Problem to work on: Filter these entries down to the lines that hold the word "dead", and show each of them.

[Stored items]
::::::
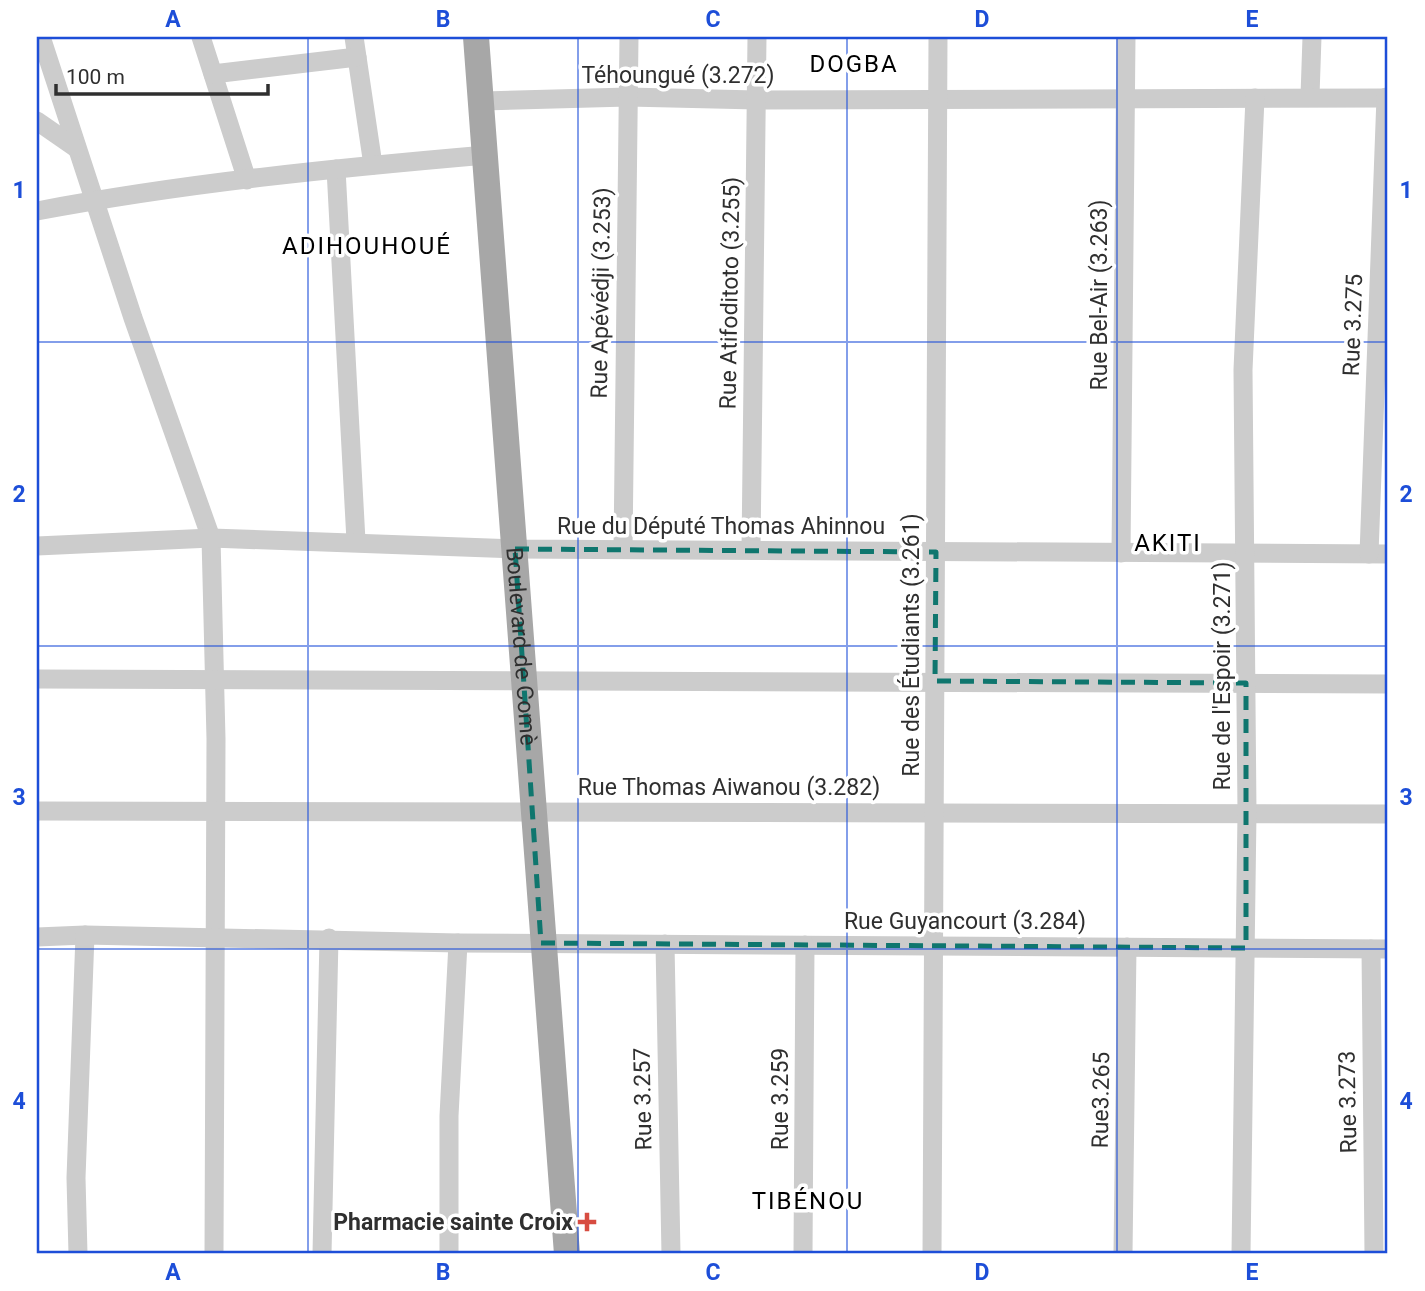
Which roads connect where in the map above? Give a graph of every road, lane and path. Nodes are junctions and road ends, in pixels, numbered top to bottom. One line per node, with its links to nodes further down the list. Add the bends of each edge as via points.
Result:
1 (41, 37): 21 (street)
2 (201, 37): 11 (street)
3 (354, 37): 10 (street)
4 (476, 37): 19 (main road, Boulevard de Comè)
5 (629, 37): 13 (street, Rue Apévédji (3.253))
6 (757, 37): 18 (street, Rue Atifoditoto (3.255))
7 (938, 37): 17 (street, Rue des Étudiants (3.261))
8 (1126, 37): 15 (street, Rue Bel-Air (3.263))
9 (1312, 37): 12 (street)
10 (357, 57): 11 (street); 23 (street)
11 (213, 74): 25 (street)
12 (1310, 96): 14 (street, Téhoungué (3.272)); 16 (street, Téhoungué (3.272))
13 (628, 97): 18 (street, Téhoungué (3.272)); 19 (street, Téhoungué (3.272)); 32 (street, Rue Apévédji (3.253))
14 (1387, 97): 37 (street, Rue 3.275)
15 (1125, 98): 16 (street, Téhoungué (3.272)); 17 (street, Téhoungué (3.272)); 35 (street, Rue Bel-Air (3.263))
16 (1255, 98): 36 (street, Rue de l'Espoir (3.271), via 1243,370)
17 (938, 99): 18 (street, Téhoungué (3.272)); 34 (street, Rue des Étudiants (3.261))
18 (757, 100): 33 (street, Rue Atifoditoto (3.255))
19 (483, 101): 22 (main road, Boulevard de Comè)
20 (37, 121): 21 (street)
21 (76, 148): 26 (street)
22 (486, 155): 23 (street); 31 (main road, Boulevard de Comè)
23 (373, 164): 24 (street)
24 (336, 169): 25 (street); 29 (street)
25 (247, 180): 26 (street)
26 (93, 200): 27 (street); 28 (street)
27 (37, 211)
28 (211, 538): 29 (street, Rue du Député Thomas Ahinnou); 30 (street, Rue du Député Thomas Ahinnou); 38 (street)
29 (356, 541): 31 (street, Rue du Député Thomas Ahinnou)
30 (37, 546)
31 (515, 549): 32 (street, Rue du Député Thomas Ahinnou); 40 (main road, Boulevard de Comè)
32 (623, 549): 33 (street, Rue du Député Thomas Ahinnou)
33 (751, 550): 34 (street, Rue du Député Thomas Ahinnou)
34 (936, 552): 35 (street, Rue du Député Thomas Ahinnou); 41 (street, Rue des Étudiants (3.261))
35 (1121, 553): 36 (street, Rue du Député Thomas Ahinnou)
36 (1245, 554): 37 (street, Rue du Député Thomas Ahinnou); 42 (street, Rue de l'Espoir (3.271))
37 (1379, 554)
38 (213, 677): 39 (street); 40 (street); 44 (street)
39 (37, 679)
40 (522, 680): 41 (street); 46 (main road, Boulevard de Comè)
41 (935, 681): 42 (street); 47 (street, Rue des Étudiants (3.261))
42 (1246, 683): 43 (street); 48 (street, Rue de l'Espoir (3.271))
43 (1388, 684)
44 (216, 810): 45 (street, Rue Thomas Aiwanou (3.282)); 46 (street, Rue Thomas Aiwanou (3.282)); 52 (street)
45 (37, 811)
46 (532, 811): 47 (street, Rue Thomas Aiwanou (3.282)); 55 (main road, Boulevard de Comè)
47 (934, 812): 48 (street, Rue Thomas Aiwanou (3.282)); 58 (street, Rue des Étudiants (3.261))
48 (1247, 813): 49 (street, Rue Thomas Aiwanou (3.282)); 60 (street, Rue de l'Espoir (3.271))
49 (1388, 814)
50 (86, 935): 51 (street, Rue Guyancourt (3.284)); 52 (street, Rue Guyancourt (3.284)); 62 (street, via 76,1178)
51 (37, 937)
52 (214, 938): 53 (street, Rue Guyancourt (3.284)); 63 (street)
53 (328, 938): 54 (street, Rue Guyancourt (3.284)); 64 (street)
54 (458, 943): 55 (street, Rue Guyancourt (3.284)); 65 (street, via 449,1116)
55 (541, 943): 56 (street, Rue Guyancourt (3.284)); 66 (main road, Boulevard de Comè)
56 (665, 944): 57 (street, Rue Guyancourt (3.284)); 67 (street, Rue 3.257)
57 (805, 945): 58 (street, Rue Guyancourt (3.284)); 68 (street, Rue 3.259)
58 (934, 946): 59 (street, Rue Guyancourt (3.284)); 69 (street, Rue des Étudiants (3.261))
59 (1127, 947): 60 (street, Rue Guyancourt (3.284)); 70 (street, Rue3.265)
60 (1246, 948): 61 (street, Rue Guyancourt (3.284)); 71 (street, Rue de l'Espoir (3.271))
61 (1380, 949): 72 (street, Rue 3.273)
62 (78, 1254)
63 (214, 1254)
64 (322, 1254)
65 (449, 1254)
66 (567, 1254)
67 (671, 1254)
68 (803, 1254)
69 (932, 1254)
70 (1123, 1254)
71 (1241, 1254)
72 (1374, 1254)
::::::
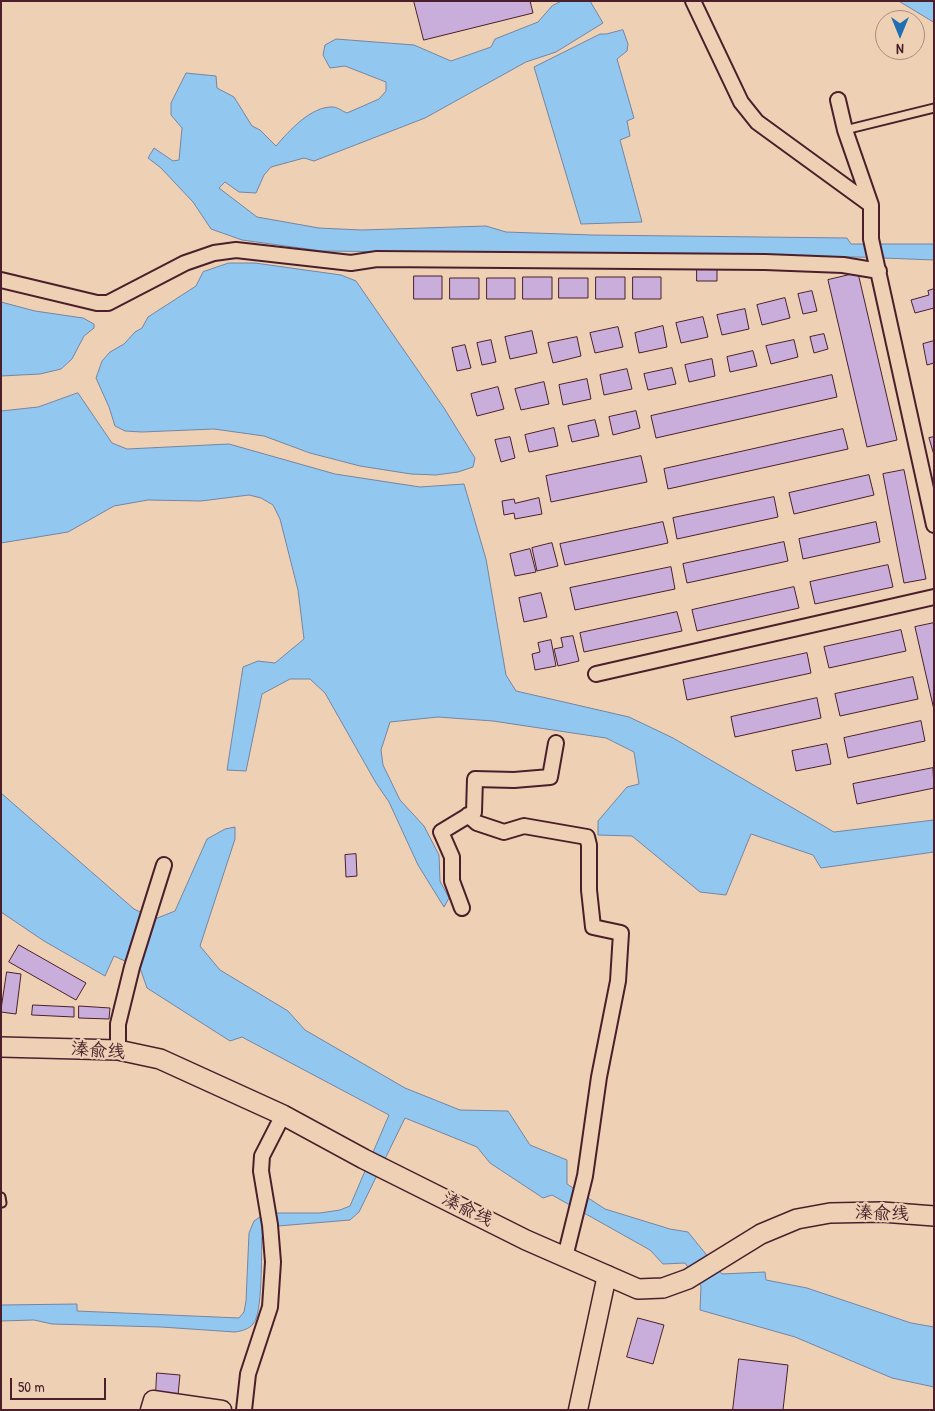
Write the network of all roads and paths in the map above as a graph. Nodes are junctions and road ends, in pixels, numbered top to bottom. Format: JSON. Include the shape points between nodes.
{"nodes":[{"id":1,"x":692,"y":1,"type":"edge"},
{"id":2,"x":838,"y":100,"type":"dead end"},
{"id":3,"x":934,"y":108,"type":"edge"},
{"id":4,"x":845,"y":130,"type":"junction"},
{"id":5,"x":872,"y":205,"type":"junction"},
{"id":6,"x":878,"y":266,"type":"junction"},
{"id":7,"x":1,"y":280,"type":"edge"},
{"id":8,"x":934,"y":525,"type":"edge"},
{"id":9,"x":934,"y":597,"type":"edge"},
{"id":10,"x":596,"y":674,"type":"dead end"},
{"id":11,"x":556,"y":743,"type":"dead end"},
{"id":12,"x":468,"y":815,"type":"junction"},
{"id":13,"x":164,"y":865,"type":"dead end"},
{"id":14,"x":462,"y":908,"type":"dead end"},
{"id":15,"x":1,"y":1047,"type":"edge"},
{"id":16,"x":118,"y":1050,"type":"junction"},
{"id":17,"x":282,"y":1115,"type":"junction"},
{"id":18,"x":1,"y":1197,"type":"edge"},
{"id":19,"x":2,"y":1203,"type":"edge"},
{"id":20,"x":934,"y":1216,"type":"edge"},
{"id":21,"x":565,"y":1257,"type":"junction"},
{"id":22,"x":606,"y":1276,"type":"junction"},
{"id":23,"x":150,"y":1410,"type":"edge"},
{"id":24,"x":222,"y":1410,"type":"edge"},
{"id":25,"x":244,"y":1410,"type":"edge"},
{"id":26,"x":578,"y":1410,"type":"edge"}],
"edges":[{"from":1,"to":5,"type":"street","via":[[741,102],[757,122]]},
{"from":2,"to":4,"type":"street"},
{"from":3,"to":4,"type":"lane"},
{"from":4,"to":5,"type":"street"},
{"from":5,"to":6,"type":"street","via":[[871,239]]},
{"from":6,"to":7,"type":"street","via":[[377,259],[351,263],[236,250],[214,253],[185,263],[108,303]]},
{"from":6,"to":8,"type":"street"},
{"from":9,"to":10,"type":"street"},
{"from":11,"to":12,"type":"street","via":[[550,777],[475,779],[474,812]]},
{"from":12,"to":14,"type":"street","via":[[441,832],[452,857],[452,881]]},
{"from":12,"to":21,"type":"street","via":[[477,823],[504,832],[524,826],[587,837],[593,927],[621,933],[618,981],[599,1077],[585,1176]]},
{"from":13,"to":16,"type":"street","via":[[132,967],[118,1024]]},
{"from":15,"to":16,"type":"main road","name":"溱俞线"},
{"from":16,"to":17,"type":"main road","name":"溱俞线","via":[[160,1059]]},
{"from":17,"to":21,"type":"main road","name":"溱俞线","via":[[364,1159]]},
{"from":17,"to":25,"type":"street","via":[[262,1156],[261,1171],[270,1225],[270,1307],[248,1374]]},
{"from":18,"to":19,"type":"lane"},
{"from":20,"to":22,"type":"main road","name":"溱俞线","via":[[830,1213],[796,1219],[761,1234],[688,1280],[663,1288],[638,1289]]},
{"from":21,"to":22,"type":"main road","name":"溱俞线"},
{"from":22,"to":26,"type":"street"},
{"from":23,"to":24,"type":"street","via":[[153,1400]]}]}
::::::
Solution for this task:
{"id":2,"x":838,"y":100,"type":"dead end"},
{"id":10,"x":596,"y":674,"type":"dead end"},
{"id":11,"x":556,"y":743,"type":"dead end"},
{"id":13,"x":164,"y":865,"type":"dead end"},
{"id":14,"x":462,"y":908,"type":"dead end"},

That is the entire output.